Any short test will only tell you when an overclock attempt gets to a point where it is grossly unstable. That's a very useful thing to know of course. When I'm feeling out a new processor, I will ratchet up the multiplier until it starts to crash or produce errors during quick tests such as 10 minutes of P95. Once this starts to happen, I raise the voltage one or two steps (25-50mV) and try that same multiplier again. If it passes, I keep increasing the multiplier as before. I repeat that process until I reach the end of what I'm willing to do for voltage, and I also plot the results of each test. If raising voltage yields a lower frequency ceiling than I had at the lower voltage due to the extra heat, I would consider that previous voltage to be my maximum target even if I had a higher voltage in mind at the start of the process. As an aside, that record of these tests becomes important in the future when you want to re-examine your chip and you've long forgotten the chip's response to these tests. It also becomes handy as a baseline when you want to switch to a different motherboard. Your results will be different in another board, so the comparison is useful.

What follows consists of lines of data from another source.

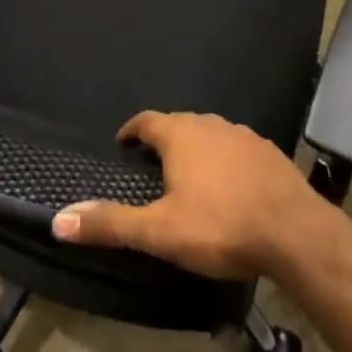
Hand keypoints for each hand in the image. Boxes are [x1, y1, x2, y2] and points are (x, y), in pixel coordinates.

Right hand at [50, 111, 334, 279]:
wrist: (292, 229)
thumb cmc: (219, 225)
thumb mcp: (160, 231)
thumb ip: (112, 224)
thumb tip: (59, 219)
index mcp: (180, 134)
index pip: (147, 120)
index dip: (133, 130)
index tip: (123, 143)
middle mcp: (209, 123)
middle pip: (179, 124)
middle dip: (164, 140)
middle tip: (153, 164)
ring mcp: (241, 133)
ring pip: (209, 133)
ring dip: (196, 148)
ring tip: (189, 174)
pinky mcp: (266, 150)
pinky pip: (236, 148)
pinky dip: (225, 159)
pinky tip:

Anyhow, once I've reached a point where higher voltage is either unavailable or unhelpful and the chip is producing errors or crashing, it's time to back down one multiplier at a time and do extended tests. Instead of 10 minutes of P95, think something more along the lines of a successful 24-48 hours of blend. Once you've reached settings that pass that test, it's time to let the thing idle and do regular work for you. If you like to do distributed computing like WCG or FAH, it's not yet time to start that. You need to run the system for a few days to a week where load is variable in order to know if it's really going to be stable. If you crash, drop your multiplier and do the idle/regular load period test again. You don't need to do another P95 run since you already know it's capable of passing it at the higher frequency. The reason for the idle test is that when you do something like play a game or just tool around in Windows, you'll often have less voltage available during brief periods of full load on individual cores (but not all) than you would have when your chip was at 100% load. Sometimes this results in a crash you wouldn't otherwise see when doing full load testing.
That will get you to a point where I feel you can call it stable, but most people aren't nearly so patient. You'd be surprised how many people do no testing at all or 30 minutes of P95 and then tell everyone their system is "stable". It's misleading and usually results in the community-sourced average overclock for any particular CPU (Intel or AMD alike) to look 200-400 MHz higher than what an average sample will truly yield. The good news though is that these days a 200 MHz difference barely makes any difference.
As a final note: If you like to use Prime95, make sure you're using the 27.x branch and enable both kinds of error checking. By default, round off checking and sum checking are disabled. Both can be toggled from the Advanced menu across the top of the application before you begin your test for the first time. The settings are nonvolatile, so they do not need to be set each time.